[Stored items]
---------------

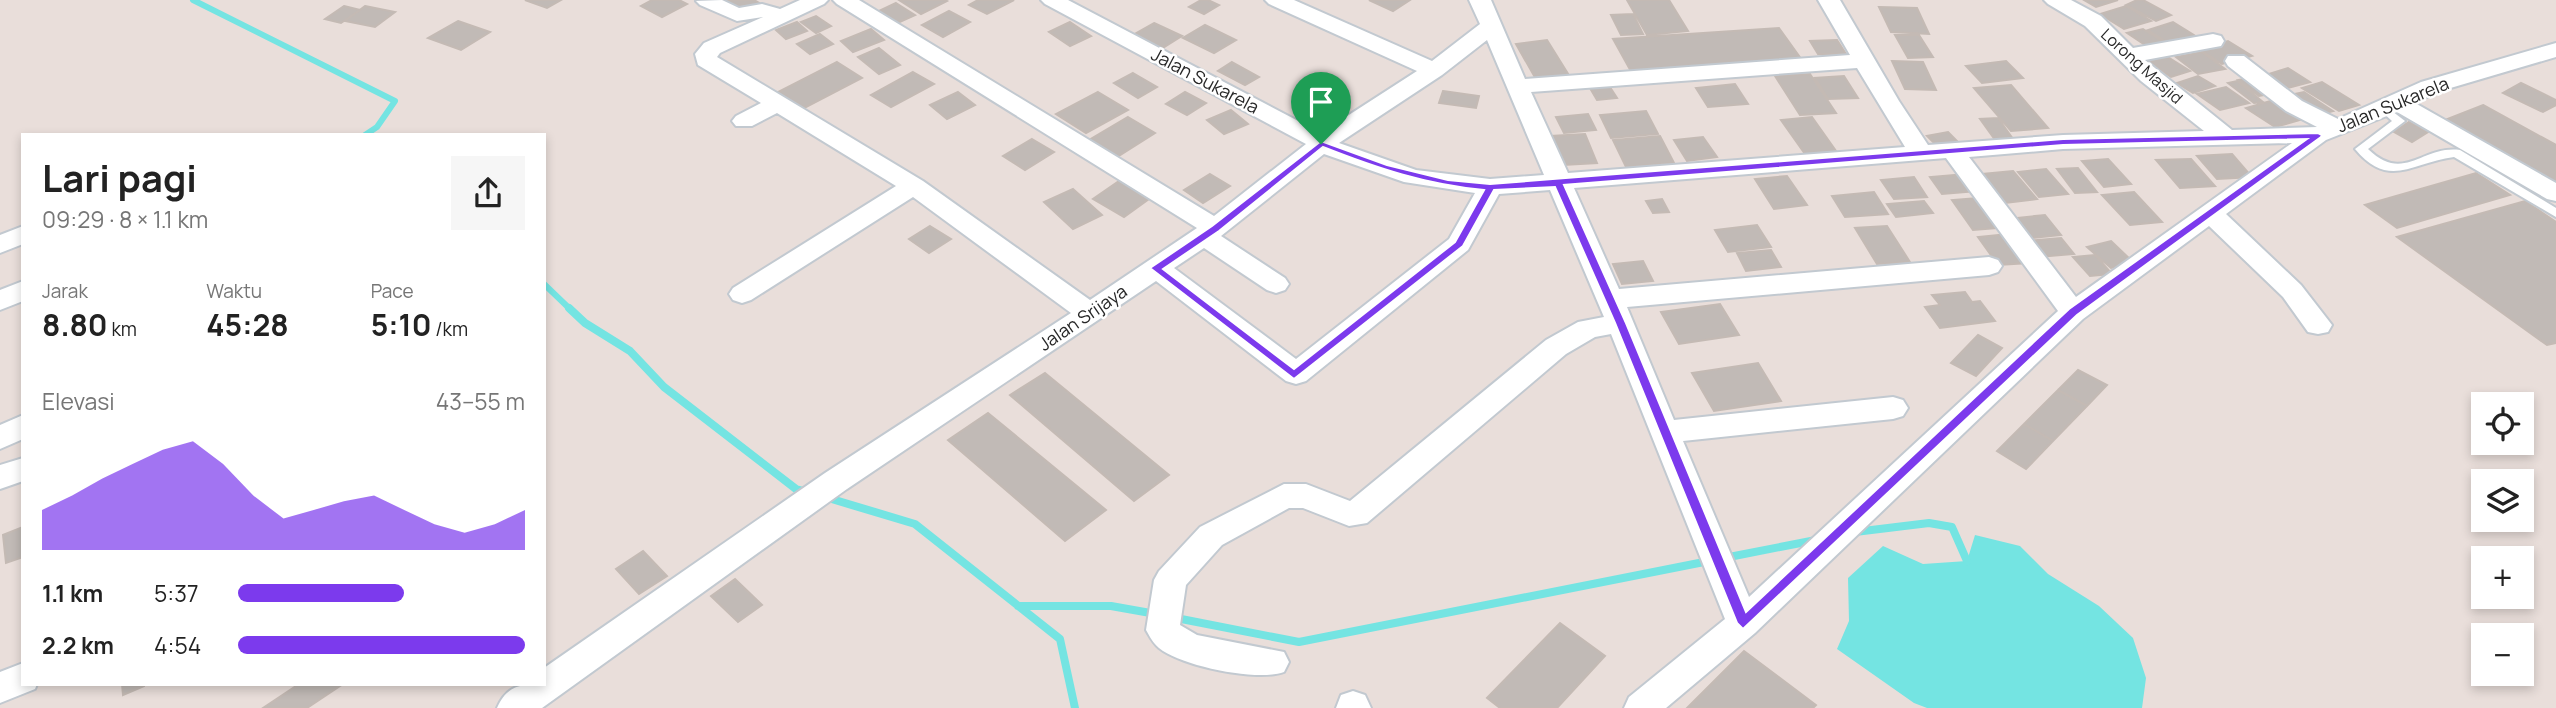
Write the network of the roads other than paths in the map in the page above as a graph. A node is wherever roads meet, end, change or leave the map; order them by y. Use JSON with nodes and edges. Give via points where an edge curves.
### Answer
{"nodes":[{"id":1,"x":817,"y":0,"type":"edge"},
{"id":2,"x":844,"y":0,"type":"edge"},
{"id":3,"x":1052,"y":0,"type":"edge"},
{"id":4,"x":1276,"y":0,"type":"edge"},
{"id":5,"x":1479,"y":0,"type":"edge"},
{"id":6,"x":1829,"y":0,"type":"edge"},
{"id":7,"x":2055,"y":0,"type":"edge"},
{"id":8,"x":707,"y":1,"type":"edge"},
{"id":9,"x":781,"y":16,"type":"junction"},
{"id":10,"x":1490,"y":27,"type":"junction"},
{"id":11,"x":2213,"y":41,"type":"dead end"},
{"id":12,"x":2556,"y":50,"type":"edge"},
{"id":13,"x":2128,"y":56,"type":"junction"},
{"id":14,"x":1863,"y":61,"type":"junction"},
{"id":15,"x":2236,"y":61,"type":"dead end"},
{"id":16,"x":1434,"y":70,"type":"junction"},
{"id":17,"x":1518,"y":86,"type":"junction"},
{"id":18,"x":776,"y":104,"type":"junction"},
{"id":19,"x":2391,"y":106,"type":"junction"},
{"id":20,"x":744,"y":121,"type":"dead end"},
{"id":21,"x":2328,"y":132,"type":"junction"},
{"id":22,"x":2226,"y":137,"type":"junction"},
{"id":23,"x":1321,"y":144,"type":"junction"},
{"id":24,"x":1953,"y":152,"type":"junction"},
{"id":25,"x":1922,"y":154,"type":"junction"},
{"id":26,"x":1559,"y":184,"type":"junction"},
{"id":27,"x":914,"y":186,"type":"junction"},
{"id":28,"x":1490,"y":187,"type":"junction"},
{"id":29,"x":2556,"y":193,"type":"edge"},
{"id":30,"x":2210,"y":213,"type":"junction"},
{"id":31,"x":2556,"y":213,"type":"edge"},
{"id":32,"x":1210,"y":232,"type":"junction"},
{"id":33,"x":21,"y":235,"type":"edge"},
{"id":34,"x":0,"y":245,"type":"edge"},
{"id":35,"x":1989,"y":266,"type":"dead end"},
{"id":36,"x":1156,"y":268,"type":"junction"},
{"id":37,"x":1276,"y":284,"type":"dead end"},
{"id":38,"x":21,"y":291,"type":"edge"},
{"id":39,"x":742,"y":294,"type":"dead end"},
{"id":40,"x":0,"y":301,"type":"edge"},
{"id":41,"x":1615,"y":311,"type":"junction"},
{"id":42,"x":2073,"y":312,"type":"junction"},
{"id":43,"x":1089,"y":313,"type":"junction"},
{"id":44,"x":2318,"y":325,"type":"dead end"},
{"id":45,"x":1893,"y":408,"type":"dead end"},
{"id":46,"x":1664,"y":432,"type":"junction"},
{"id":47,"x":21,"y":470,"type":"edge"},
{"id":48,"x":0,"y":477,"type":"edge"},
{"id":49,"x":1743,"y":623,"type":"junction"},
{"id":50,"x":1272,"y":662,"type":"dead end"},
{"id":51,"x":21,"y":679,"type":"edge"},
{"id":52,"x":545,"y":686,"type":"edge"},
{"id":53,"x":546,"y":686,"type":"edge"},
{"id":54,"x":0,"y":688,"type":"edge"},
{"id":55,"x":514,"y":708,"type":"edge"},
{"id":56,"x":1641,"y":708,"type":"edge"}],
"edges":[{"from":1,"to":9,"type":"street"},
{"from":2,"to":32,"type":"street"},
{"from":3,"to":23,"type":"street","name":"Jalan Sukarela"},
{"from":4,"to":16,"type":"street"},
{"from":5,"to":10,"type":"street"},
{"from":6,"to":14,"type":"street"},
{"from":7,"to":13,"type":"street","name":"Lorong Masjid","via":[[2093,21]]},
{"from":8,"to":9,"type":"street","via":[[737,15],[765,10]]},
{"from":9,"to":18,"type":"street","via":[[706,54],[706,60]]},
{"from":10,"to":16,"type":"street","name":"Jalan Srijaya"},
{"from":10,"to":17,"type":"street"},
{"from":11,"to":13,"type":"street"},
{"from":12,"to":19,"type":"street","name":"Jalan Sukarela","via":[[2429,87]]},
{"from":13,"to":22,"type":"street","name":"Lorong Masjid"},
{"from":14,"to":17,"type":"street"},
{"from":14,"to":25,"type":"street"},
{"from":15,"to":21,"type":"street"},
{"from":16,"to":23,"type":"street","name":"Jalan Srijaya"},
{"from":17,"to":26,"type":"street"},
{"from":18,"to":20,"type":"street"},
{"from":18,"to":27,"type":"street"},
{"from":19,"to":21,"type":"street","name":"Jalan Sukarela"},
{"from":19,"to":29,"type":"street"},
{"from":19,"to":31,"type":"lane","via":[[2399,121],[2361,149],[2368,158],[2404,169],[2456,153]]},
{"from":21,"to":22,"type":"street","name":"Jalan Sukarela"},
{"from":21,"to":30,"type":"street"},
{"from":22,"to":24,"type":"street","name":"Jalan Sukarela","via":[[2063,142]]},
{"from":23,"to":28,"type":"street","name":"Jalan Sukarela","via":[[1413,177]]},
{"from":23,"to":32,"type":"street","name":"Jalan Srijaya"},
{"from":24,"to":25,"type":"street","name":"Jalan Sukarela"},
{"from":24,"to":42,"type":"street"},
{"from":25,"to":26,"type":"street","name":"Jalan Sukarela"},
{"from":26,"to":28,"type":"street","name":"Jalan Sukarela"},
{"from":26,"to":41,"type":"street"},
{"from":27,"to":39,"type":"street"},
{"from":27,"to":43,"type":"street"},
{"from":28,"to":36,"type":"street","via":[[1459,244],[1296,374]]},
{"from":30,"to":42,"type":"street"},
{"from":30,"to":44,"type":"street","via":[[2292,291]]},
{"from":32,"to":36,"type":"street","name":"Jalan Srijaya"},
{"from":32,"to":37,"type":"street"},
{"from":33,"to":34,"type":"street"},
{"from":35,"to":41,"type":"street"},
{"from":36,"to":43,"type":"street","name":"Jalan Srijaya"},
{"from":38,"to":40,"type":"street"},
{"from":41,"to":46,"type":"street"},
{"from":41,"to":50,"type":"street","via":[[1563,342],[1500,391],[1353,515],[1306,496],[1283,496],[1210,536],[1170,580],[1164,617],[1172,640],[1200,650]]},
{"from":42,"to":49,"type":"street"},
{"from":43,"to":53,"type":"street","name":"Jalan Srijaya","via":[[836,481]]},
{"from":45,"to":46,"type":"street"},
{"from":46,"to":49,"type":"street"},
{"from":47,"to":48,"type":"street"},
{"from":49,"to":56,"type":"street"},
{"from":51,"to":54,"type":"street"},
{"from":52,"to":55,"type":"street","name":"Jalan Srijaya"}]}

---------------

■ Problem to solve
Please transcribe each entry exactly and exclude any image it contains.

■ Task output
Write the network of the roads other than paths in the map in the page above as a graph. A node is wherever roads meet, end, change or leave the map; order them by y. Use JSON with nodes and edges. Give via points where an edge curves.
### Answer
{"nodes":[{"id":1,"x":817,"y":0,"type":"edge"},
{"id":2,"x":844,"y":0,"type":"edge"},
{"id":3,"x":1052,"y":0,"type":"edge"},
{"id":4,"x":1276,"y":0,"type":"edge"},
{"id":5,"x":1479,"y":0,"type":"edge"},
{"id":6,"x":1829,"y":0,"type":"edge"},
{"id":7,"x":2055,"y":0,"type":"edge"},
{"id":8,"x":707,"y":1,"type":"edge"},
{"id":9,"x":781,"y":16,"type":"junction"},
{"id":10,"x":1490,"y":27,"type":"junction"},
{"id":11,"x":2213,"y":41,"type":"dead end"},
{"id":12,"x":2556,"y":50,"type":"edge"},
{"id":13,"x":2128,"y":56,"type":"junction"},
{"id":14,"x":1863,"y":61,"type":"junction"},
{"id":15,"x":2236,"y":61,"type":"dead end"},
{"id":16,"x":1434,"y":70,"type":"junction"},
{"id":17,"x":1518,"y":86,"type":"junction"},
{"id":18,"x":776,"y":104,"type":"junction"},
{"id":19,"x":2391,"y":106,"type":"junction"},
{"id":20,"x":744,"y":121,"type":"dead end"},
{"id":21,"x":2328,"y":132,"type":"junction"},
{"id":22,"x":2226,"y":137,"type":"junction"},
{"id":23,"x":1321,"y":144,"type":"junction"},
{"id":24,"x":1953,"y":152,"type":"junction"},
{"id":25,"x":1922,"y":154,"type":"junction"},
{"id":26,"x":1559,"y":184,"type":"junction"},
{"id":27,"x":914,"y":186,"type":"junction"},
{"id":28,"x":1490,"y":187,"type":"junction"},
{"id":29,"x":2556,"y":193,"type":"edge"},
{"id":30,"x":2210,"y":213,"type":"junction"},
{"id":31,"x":2556,"y":213,"type":"edge"},
{"id":32,"x":1210,"y":232,"type":"junction"},
{"id":33,"x":21,"y":235,"type":"edge"},
{"id":34,"x":0,"y":245,"type":"edge"},
{"id":35,"x":1989,"y":266,"type":"dead end"},
{"id":36,"x":1156,"y":268,"type":"junction"},
{"id":37,"x":1276,"y":284,"type":"dead end"},
{"id":38,"x":21,"y":291,"type":"edge"},
{"id":39,"x":742,"y":294,"type":"dead end"},
{"id":40,"x":0,"y":301,"type":"edge"},
{"id":41,"x":1615,"y":311,"type":"junction"},
{"id":42,"x":2073,"y":312,"type":"junction"},
{"id":43,"x":1089,"y":313,"type":"junction"},
{"id":44,"x":2318,"y":325,"type":"dead end"},
{"id":45,"x":1893,"y":408,"type":"dead end"},
{"id":46,"x":1664,"y":432,"type":"junction"},
{"id":47,"x":21,"y":470,"type":"edge"},
{"id":48,"x":0,"y":477,"type":"edge"},
{"id":49,"x":1743,"y":623,"type":"junction"},
{"id":50,"x":1272,"y":662,"type":"dead end"},
{"id":51,"x":21,"y":679,"type":"edge"},
{"id":52,"x":545,"y":686,"type":"edge"},
{"id":53,"x":546,"y":686,"type":"edge"},
{"id":54,"x":0,"y":688,"type":"edge"},
{"id":55,"x":514,"y":708,"type":"edge"},
{"id":56,"x":1641,"y":708,"type":"edge"}],
"edges":[{"from":1,"to":9,"type":"street"},
{"from":2,"to":32,"type":"street"},
{"from":3,"to":23,"type":"street","name":"Jalan Sukarela"},
{"from":4,"to":16,"type":"street"},
{"from":5,"to":10,"type":"street"},
{"from":6,"to":14,"type":"street"},
{"from":7,"to":13,"type":"street","name":"Lorong Masjid","via":[[2093,21]]},
{"from":8,"to":9,"type":"street","via":[[737,15],[765,10]]},
{"from":9,"to":18,"type":"street","via":[[706,54],[706,60]]},
{"from":10,"to":16,"type":"street","name":"Jalan Srijaya"},
{"from":10,"to":17,"type":"street"},
{"from":11,"to":13,"type":"street"},
{"from":12,"to":19,"type":"street","name":"Jalan Sukarela","via":[[2429,87]]},
{"from":13,"to":22,"type":"street","name":"Lorong Masjid"},
{"from":14,"to":17,"type":"street"},
{"from":14,"to":25,"type":"street"},
{"from":15,"to":21,"type":"street"},
{"from":16,"to":23,"type":"street","name":"Jalan Srijaya"},
{"from":17,"to":26,"type":"street"},
{"from":18,"to":20,"type":"street"},
{"from":18,"to":27,"type":"street"},
{"from":19,"to":21,"type":"street","name":"Jalan Sukarela"},
{"from":19,"to":29,"type":"street"},
{"from":19,"to":31,"type":"lane","via":[[2399,121],[2361,149],[2368,158],[2404,169],[2456,153]]},
{"from":21,"to":22,"type":"street","name":"Jalan Sukarela"},
{"from":21,"to":30,"type":"street"},
{"from":22,"to":24,"type":"street","name":"Jalan Sukarela","via":[[2063,142]]},
{"from":23,"to":28,"type":"street","name":"Jalan Sukarela","via":[[1413,177]]},
{"from":23,"to":32,"type":"street","name":"Jalan Srijaya"},
{"from":24,"to":25,"type":"street","name":"Jalan Sukarela"},
{"from":24,"to":42,"type":"street"},
{"from":25,"to":26,"type":"street","name":"Jalan Sukarela"},
{"from":26,"to":28,"type":"street","name":"Jalan Sukarela"},
{"from":26,"to":41,"type":"street"},
{"from":27,"to":39,"type":"street"},
{"from":27,"to":43,"type":"street"},
{"from":28,"to":36,"type":"street","via":[[1459,244],[1296,374]]},
{"from":30,"to":42,"type":"street"},
{"from":30,"to":44,"type":"street","via":[[2292,291]]},
{"from":32,"to":36,"type":"street","name":"Jalan Srijaya"},
{"from":32,"to":37,"type":"street"},
{"from":33,"to":34,"type":"street"},
{"from":35,"to":41,"type":"street"},
{"from":36,"to":43,"type":"street","name":"Jalan Srijaya"},
{"from":38,"to":40,"type":"street"},
{"from":41,"to":46,"type":"street"},
{"from":41,"to":50,"type":"street","via":[[1563,342],[1500,391],[1353,515],[1306,496],[1283,496],[1210,536],[1170,580],[1164,617],[1172,640],[1200,650]]},
{"from":42,"to":49,"type":"street"},
{"from":43,"to":53,"type":"street","name":"Jalan Srijaya","via":[[836,481]]},
{"from":45,"to":46,"type":"street"},
{"from":46,"to":49,"type":"street"},
{"from":47,"to":48,"type":"street"},
{"from":49,"to":56,"type":"street"},
{"from":51,"to":54,"type":"street"},
{"from":52,"to":55,"type":"street","name":"Jalan Srijaya"}]}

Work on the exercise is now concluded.